Understanding the Regressive Nature Of The Property Tax

Posted by Jim Rodkey on September 1, 2018 at 9:55 AM

Median household income is established by compiling all household income and dividing that into two groups. Very few people are actually at the median household income. It presents a number where half of the population is below the median household income and half of the population is above it. For the United States, the median household income was $59,039 in 2016 according to the U.S. Census Bureau.

The median household income varies from state to state. The median household income in Pennsylvania is $56,907 according to census numbers, $2,132 lower than the national median household income. That will also vary from county to county. I’ll be using my own county to demonstrate the differences.
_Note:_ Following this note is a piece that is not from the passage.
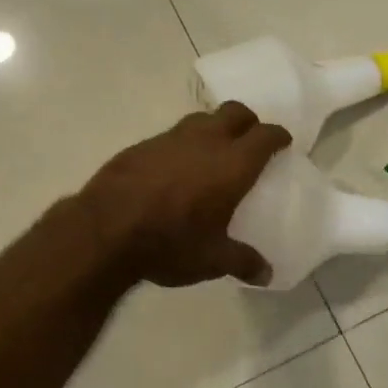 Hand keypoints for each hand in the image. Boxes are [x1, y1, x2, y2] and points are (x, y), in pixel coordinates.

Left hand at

Lebanon County’s median household income is $56,191, $716 lower than the state average. Within the county the disparity grows even more. The median household income in the city of Lebanon, within that county, is much lower at $35,737, $20,454 less than the median household income in the county.

I’m pointing this out to demonstrate that, in study’s using state-wide or national averages, these study’s often do not honestly reflect the actual impact. Half of the population in the city of Lebanon is far below the national median household income. Any tax increase is going to hit these people much harder than a tax increase elsewhere.
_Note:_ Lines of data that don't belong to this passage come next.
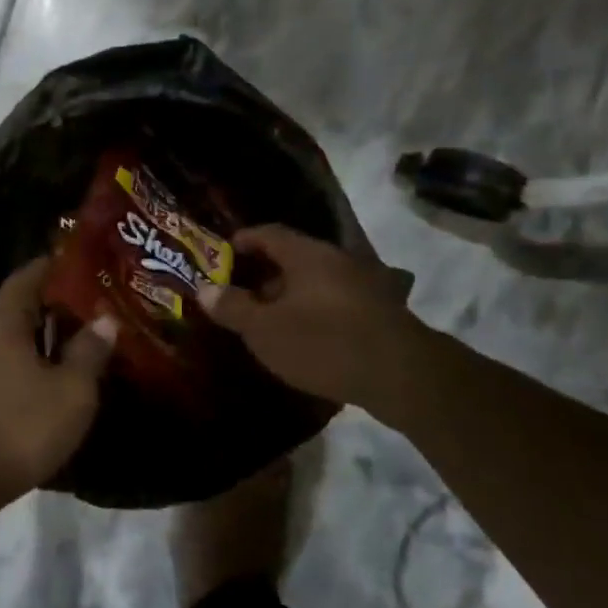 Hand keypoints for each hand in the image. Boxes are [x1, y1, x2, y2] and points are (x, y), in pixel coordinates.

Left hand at [0, 258, 117, 508]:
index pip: (22, 282)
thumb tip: (104, 317)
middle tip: (42, 310)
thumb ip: (88, 354)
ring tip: (21, 349)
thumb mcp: (71, 396)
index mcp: (1, 325)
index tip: (58, 261)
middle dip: (14, 302)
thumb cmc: (16, 431)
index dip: (41, 269)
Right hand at [195, 224, 421, 410]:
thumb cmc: (323, 343)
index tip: (223, 253)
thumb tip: (205, 289)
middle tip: (241, 293)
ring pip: (317, 281)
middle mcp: (338, 260)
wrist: (402, 374)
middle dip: (265, 273)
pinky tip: (308, 335)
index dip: (243, 240)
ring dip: (292, 295)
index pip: (269, 233)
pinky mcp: (381, 311)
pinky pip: (337, 301)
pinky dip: (316, 310)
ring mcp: (365, 284)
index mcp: (307, 255)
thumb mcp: (265, 329)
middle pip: (294, 257)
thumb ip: (233, 307)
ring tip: (271, 319) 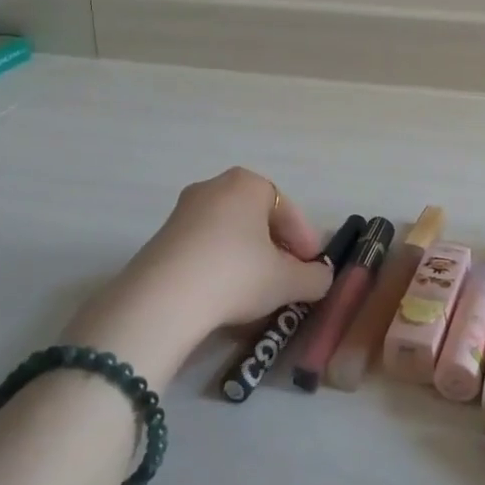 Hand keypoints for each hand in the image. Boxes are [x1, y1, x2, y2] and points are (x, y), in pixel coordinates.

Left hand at [62, 168, 333, 384]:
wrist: (163, 300)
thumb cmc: (237, 275)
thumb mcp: (288, 281)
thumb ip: (315, 278)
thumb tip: (322, 278)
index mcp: (249, 183)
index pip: (288, 210)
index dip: (305, 241)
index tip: (312, 269)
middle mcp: (215, 186)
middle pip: (258, 218)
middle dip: (276, 247)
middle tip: (287, 279)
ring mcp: (184, 210)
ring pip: (230, 232)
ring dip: (248, 257)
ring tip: (257, 291)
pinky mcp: (161, 238)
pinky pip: (204, 246)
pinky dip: (219, 265)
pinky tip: (224, 294)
When it comes to the property tax, millage rates will vary from school district to school district. Lebanon city, where the median household income is much lower pays a much higher millage rate. The millage rate is levied on every $1,000 of property worth. With lower median household incomes, homes in the city are usually lower-cost homes. Because they are lower priced homes, their total property tax may be less than the neighboring households, but they are paying more per thousand dollars of property worth on their homes.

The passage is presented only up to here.